First, we address the Bivens claim. The statute of limitations for Bivens actions arising in New York is three years. See Owens v. Okure, 488 U.S. 235, 251, 109 S.Ct. 573, 102 L.Ed.2d 594 (1989). Although Tapia-Ortiz filed his complaint naming the defendant officers as “John Does” within the three-year statute of limitations period, “[i]t is familiar law that ‘John Doe’ pleadings cannot be used to circumvent statutes of limitations because replacing a ‘John Doe’ with a named party in effect constitutes a change in the party sued.” Aslanidis v. United States Lines, Inc., 7 F.3d 1067, 1075 (2d Cir.1993) (citations omitted). And even when a suit is brought by pro se litigant, “an amended complaint adding new defendants [cannot] relate back if the newly-added defendants were not named originally because the plaintiff did not know their identities.” Barrow v. Wethersfield Police Dept., 66 F.3d 466, 470 (2d Cir.1995). Tapia-Ortiz's failure until two years after the expiration of the statute of limitations period to name specifically in his complaint the officers who allegedly violated his rights is therefore fatal to his Bivens claim.

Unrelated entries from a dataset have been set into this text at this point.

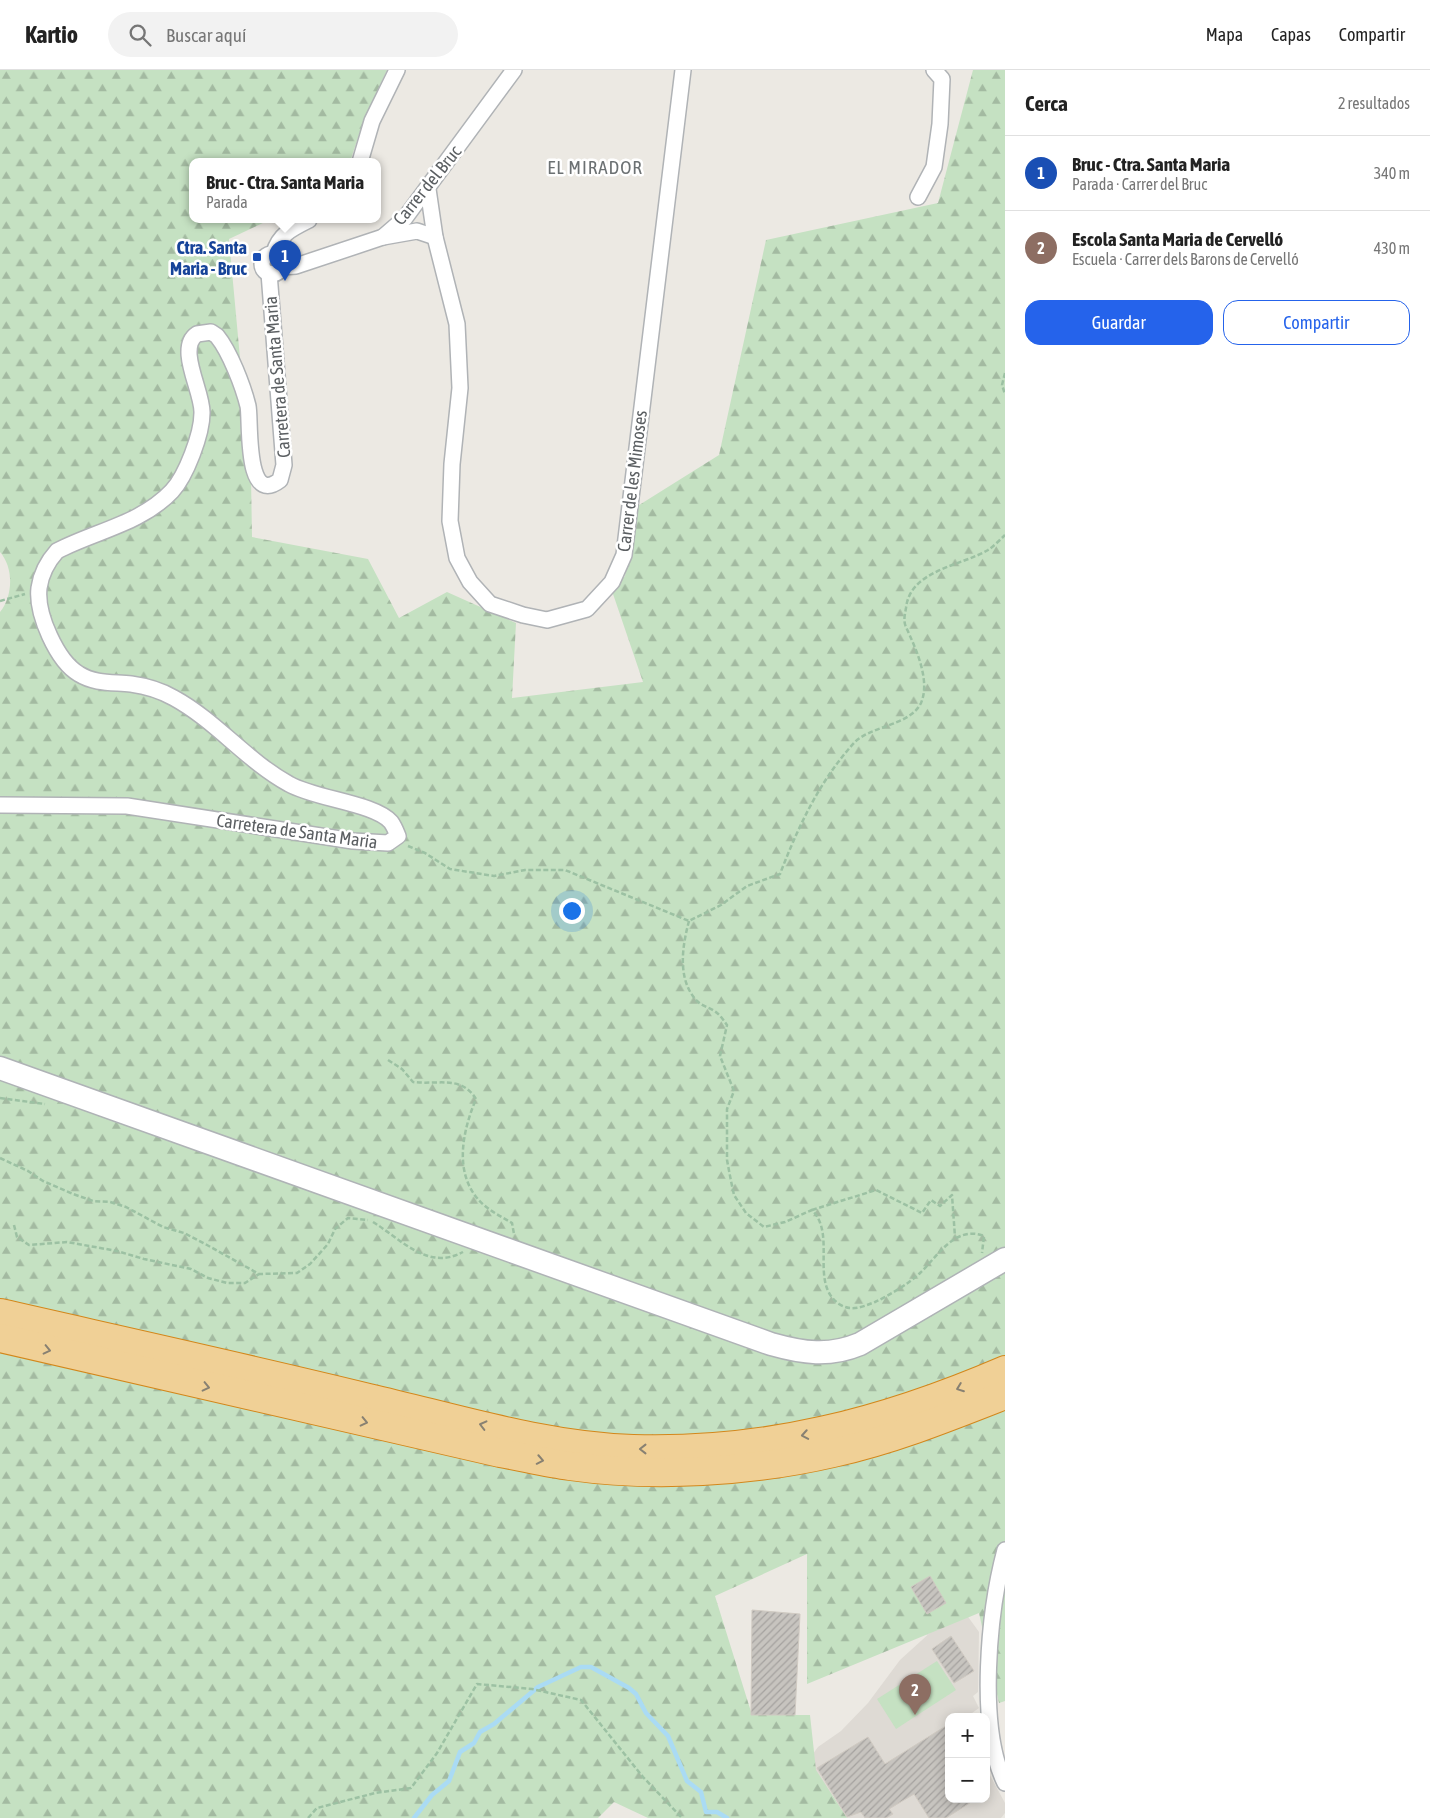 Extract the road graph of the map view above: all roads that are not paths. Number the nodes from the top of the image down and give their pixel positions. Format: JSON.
{"nodes":[{"id":1,"x":397,"y":70,"type":"edge"},
{"id":2,"x":514,"y":70,"type":"edge"},
{"id":3,"x":683,"y":70,"type":"edge"},
{"id":4,"x":942,"y":73,"type":"edge"},
{"id":5,"x":361,"y":158,"type":"edge"},
{"id":6,"x":428,"y":189,"type":"junction"},
{"id":7,"x":918,"y":197,"type":"dead end"},
{"id":8,"x":304,"y":223,"type":"edge"},
{"id":9,"x":383,"y":237,"type":"junction"},
{"id":10,"x":435,"y":237,"type":"junction"},
{"id":11,"x":275,"y":270,"type":"junction"},
{"id":12,"x":0,"y":805,"type":"edge"},
{"id":13,"x":0,"y":1068,"type":"edge"},
{"id":14,"x":1005,"y":1259,"type":"edge"},
{"id":15,"x":0,"y":1313,"type":"edge"},
{"id":16,"x":0,"y":1338,"type":"edge"},
{"id":17,"x":1005,"y":1370,"type":"edge"},
{"id":18,"x":1005,"y":1395,"type":"edge"},
{"id":19,"x":1005,"y":1550,"type":"edge"},
{"id":20,"x":1005,"y":1783,"type":"edge"}],
"edges":[{"from":1,"to":5,"type":"street"},
{"from":2,"to":6,"type":"street","name":"Carrer del Bruc"},
{"from":3,"to":10,"type":"street","name":"Carrer de les Mimoses"},
{"from":4,"to":7,"type":"street"},
{"from":6,"to":9,"type":"street","name":"Carrer del Bruc"},
{"from":6,"to":10,"type":"street","name":"Carrer de les Mimoses"},
{"from":8,"to":11,"type":"street"},
{"from":9,"to":10,"type":"street"},
{"from":9,"to":11,"type":"street","name":"Carrer del Bruc"},
{"from":11,"to":12,"type":"street","name":"Carretera de Santa Maria"},
{"from":13,"to":14,"type":"street"},
{"from":17,"to":15,"type":"highway","one_way":true},
{"from":16,"to":18,"type":"highway","one_way":true},
{"from":19,"to":20,"type":"street"}]}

We next turn to the question of whether Tapia-Ortiz actually withdrew his FTCA claim against the United States when he moved the district court “to withdraw the United States as a party to this Bivens action.” It is well-established that pro se complaints are to be construed liberally in favor of the pro se litigant. See Haines v. Kerner, 404 U.S. 519, 520-21, 92 S.Ct. 594, 30 L.Ed.2d 652 (1972) (per curiam). There are indications in the record that Tapia-Ortiz understood at the time that he added the United States as a party that it would be in his suit just as part of an FTCA claim. On that reading, Tapia-Ortiz could not have intended to withdraw the United States from theBivens action in which it was not a part. On the other hand, his motion of withdrawal did specify that he was withdrawing the United States only in the Bivens action. Given the ambiguity of Tapia-Ortiz's filings before the district court, we believe that the court should not, without further inquiry, have construed his motion as a motion to withdraw the FTCA claim.

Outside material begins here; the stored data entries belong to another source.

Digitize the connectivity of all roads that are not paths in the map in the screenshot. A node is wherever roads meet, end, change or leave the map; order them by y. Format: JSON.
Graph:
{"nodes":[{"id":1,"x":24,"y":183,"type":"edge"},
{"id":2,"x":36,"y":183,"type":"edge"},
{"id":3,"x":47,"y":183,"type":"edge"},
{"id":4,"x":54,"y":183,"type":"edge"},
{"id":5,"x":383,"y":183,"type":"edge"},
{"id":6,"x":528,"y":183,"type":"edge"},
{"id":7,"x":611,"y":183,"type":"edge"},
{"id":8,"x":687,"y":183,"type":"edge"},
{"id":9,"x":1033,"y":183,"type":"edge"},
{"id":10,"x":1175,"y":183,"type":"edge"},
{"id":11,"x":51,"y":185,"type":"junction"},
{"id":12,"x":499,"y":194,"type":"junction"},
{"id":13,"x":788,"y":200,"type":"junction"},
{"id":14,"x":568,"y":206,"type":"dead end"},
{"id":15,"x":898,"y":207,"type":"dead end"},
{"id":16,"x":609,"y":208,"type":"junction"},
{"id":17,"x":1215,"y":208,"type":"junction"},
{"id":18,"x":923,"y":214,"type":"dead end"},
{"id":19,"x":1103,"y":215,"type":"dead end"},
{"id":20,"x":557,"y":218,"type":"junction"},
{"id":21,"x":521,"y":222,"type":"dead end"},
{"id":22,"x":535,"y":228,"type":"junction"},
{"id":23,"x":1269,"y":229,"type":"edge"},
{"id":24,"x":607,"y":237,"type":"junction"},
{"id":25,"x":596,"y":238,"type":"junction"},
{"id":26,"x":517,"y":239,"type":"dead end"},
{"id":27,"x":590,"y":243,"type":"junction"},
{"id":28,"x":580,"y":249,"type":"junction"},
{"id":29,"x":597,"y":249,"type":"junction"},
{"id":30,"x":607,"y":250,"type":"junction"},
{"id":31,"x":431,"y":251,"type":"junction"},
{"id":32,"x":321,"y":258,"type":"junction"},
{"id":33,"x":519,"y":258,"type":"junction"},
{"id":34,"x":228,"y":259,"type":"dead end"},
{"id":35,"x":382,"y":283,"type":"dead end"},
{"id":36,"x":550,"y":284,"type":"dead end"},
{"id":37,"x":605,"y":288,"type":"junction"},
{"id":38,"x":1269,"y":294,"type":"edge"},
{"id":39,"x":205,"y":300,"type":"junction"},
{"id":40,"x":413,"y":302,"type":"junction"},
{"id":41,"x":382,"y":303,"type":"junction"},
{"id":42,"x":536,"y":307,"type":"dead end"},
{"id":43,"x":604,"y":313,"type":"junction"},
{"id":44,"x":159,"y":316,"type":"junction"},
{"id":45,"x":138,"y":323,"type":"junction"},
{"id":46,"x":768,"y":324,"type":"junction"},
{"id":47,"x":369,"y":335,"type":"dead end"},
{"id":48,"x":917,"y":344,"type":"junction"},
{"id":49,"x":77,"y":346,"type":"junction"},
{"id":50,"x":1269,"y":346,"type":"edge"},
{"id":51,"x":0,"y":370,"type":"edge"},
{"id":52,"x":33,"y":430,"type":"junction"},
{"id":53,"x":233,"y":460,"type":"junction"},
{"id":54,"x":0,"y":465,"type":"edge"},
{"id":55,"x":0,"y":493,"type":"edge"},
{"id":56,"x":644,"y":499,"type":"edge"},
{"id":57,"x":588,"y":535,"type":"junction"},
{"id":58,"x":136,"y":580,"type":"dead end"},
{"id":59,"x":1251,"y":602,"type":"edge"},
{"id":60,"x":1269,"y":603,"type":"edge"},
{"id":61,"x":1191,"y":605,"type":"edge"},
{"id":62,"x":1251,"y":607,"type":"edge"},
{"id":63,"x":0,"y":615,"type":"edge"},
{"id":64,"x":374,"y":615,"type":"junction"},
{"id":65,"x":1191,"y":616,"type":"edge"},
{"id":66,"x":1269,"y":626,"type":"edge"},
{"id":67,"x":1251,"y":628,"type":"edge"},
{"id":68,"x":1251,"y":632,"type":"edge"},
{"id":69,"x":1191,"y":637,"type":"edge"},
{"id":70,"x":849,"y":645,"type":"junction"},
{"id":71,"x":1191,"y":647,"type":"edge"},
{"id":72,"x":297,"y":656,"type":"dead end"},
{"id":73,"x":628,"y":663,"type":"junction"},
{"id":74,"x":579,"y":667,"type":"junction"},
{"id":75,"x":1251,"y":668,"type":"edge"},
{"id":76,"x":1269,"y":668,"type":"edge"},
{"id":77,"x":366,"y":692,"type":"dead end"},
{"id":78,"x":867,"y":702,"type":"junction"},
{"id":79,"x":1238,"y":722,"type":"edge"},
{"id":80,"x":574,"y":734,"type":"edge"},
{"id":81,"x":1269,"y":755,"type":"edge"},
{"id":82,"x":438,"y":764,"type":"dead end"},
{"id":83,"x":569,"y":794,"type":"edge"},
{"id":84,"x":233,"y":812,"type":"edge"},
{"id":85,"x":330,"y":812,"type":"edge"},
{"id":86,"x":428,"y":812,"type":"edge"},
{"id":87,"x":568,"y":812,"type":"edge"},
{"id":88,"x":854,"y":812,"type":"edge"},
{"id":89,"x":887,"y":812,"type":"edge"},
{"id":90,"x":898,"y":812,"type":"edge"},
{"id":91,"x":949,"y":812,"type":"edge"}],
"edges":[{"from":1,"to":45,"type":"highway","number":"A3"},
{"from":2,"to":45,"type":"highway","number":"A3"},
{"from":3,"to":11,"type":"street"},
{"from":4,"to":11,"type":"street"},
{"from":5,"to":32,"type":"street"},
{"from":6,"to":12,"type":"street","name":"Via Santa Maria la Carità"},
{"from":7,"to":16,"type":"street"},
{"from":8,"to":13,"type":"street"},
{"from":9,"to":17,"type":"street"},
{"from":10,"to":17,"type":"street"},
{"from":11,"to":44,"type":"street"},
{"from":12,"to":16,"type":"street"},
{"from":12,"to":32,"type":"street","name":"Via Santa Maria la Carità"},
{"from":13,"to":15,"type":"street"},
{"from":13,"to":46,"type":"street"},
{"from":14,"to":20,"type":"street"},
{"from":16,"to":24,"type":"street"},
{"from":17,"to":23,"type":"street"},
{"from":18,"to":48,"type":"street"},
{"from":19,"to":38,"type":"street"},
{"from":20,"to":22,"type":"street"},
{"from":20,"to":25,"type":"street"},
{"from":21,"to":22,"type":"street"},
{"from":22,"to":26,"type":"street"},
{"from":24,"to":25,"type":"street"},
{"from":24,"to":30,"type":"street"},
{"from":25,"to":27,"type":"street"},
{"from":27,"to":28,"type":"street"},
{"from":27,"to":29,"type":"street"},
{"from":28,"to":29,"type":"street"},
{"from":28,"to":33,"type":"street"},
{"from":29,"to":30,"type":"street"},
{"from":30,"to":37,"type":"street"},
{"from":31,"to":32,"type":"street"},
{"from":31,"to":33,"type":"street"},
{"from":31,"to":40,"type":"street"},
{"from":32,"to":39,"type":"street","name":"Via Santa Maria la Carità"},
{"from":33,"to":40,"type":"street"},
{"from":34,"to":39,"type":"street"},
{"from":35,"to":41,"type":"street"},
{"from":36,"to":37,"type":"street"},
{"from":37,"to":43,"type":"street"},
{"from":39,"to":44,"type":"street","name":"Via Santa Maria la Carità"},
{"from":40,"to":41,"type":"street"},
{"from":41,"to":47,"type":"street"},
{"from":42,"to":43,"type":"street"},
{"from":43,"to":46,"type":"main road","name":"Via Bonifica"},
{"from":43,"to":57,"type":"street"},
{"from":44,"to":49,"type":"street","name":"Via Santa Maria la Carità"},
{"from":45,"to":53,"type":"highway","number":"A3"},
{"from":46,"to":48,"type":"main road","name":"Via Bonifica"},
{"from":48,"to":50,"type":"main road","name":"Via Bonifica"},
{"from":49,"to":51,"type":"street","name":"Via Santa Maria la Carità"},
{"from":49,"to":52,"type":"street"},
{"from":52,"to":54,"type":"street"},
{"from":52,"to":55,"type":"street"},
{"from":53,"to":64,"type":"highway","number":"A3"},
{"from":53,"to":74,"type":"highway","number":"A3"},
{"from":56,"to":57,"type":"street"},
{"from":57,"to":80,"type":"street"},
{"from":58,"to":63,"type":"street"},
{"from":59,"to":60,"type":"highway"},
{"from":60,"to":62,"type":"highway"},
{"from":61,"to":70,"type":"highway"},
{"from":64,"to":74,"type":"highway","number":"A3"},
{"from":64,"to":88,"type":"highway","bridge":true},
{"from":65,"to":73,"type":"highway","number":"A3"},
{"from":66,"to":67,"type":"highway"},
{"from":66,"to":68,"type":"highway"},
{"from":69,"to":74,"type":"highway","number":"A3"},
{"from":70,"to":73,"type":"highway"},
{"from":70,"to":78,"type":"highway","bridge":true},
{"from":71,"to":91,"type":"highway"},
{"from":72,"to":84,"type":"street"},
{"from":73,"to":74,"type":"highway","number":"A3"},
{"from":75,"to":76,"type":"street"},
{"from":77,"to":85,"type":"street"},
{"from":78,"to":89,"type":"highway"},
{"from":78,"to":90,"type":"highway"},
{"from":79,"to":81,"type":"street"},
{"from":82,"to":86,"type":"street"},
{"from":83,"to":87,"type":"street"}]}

The government argues that even if Tapia-Ortiz did not withdraw his FTCA suit, that action is time-barred. A claim made under the FTCA must be made to the appropriate federal agency within two years of the date the claim accrued. See 28 U.S.C. § 2401(b) (1994). Tapia-Ortiz's administrative complaint was not received by the DEA until September 8, 1993, which was one day after the two-year statute of limitations period had run. But the administrative claim was mailed by Tapia-Ortiz to the DEA from prison on September 4, 1993, a few days before the two-year filing deadline.

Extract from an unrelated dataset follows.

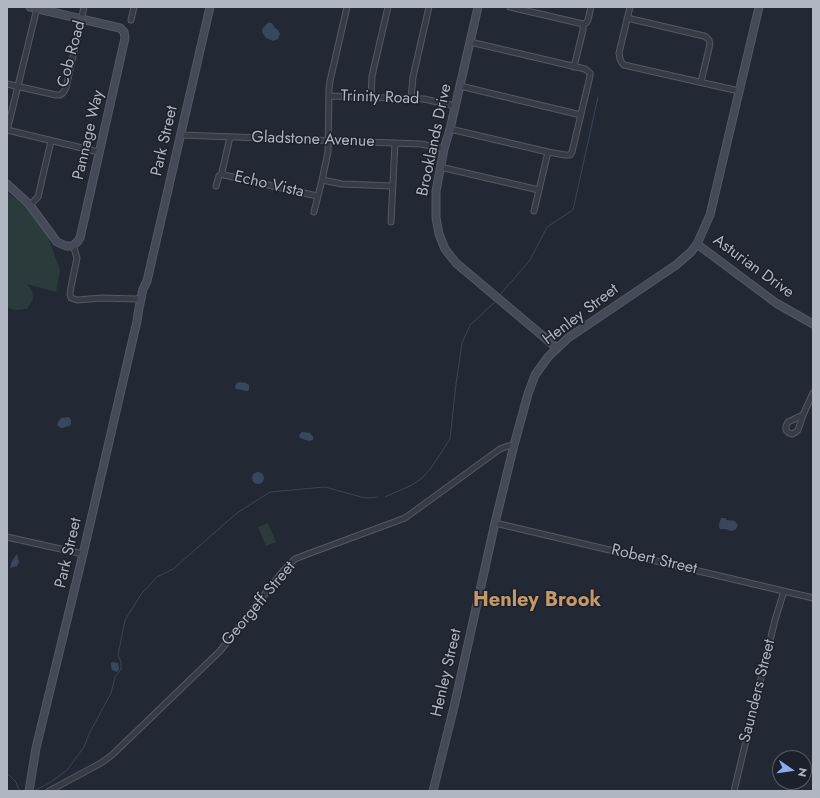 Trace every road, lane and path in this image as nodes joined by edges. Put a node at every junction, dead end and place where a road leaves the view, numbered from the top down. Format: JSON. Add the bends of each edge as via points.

We have held that a pro se prisoner's § 1983 complaint is deemed filed, for statute of limitations purposes, when it is delivered to prison officials. See Dory v. Ryan, 999 F.2d 679, 682 (2d Cir.1993) (citing Houston v. Lack, 487 U.S. 266, 270, 108 S.Ct. 2379, 101 L.Ed.2d 245 (1988)). This rule is founded on the notion that “[u]nlike other litigants, the pro se prisoner litigant cannot personally ensure receipt of his legal documents by the court clerk.” Id. at 682. Since, with regard to the difficulties inherent in being a pro se prisoner litigant, we see no difference between the filing of a court action and the filing of an administrative claim, we hold that Dory applies to an FTCA administrative filing.1 It follows that Tapia-Ortiz's FTCA claim, which was mailed from prison before the statute of limitations period had run, is not time-barred.
The judgment of the district court granting summary judgment on the Bivens action is affirmed. We remand the case to the district court for further proceedings on Tapia-Ortiz's FTCA suit.
1. Houston does not apply, of course, when there is a specific statutory regime to the contrary. See Fex v. Michigan, 507 U.S. 43, 113 S.Ct. 1085, 122 L.Ed.2d 406 (1993) (declining to apply the Houston principle to the Interstate Agreement on Detainers (“IAD”) due to the explicit language of the IAD).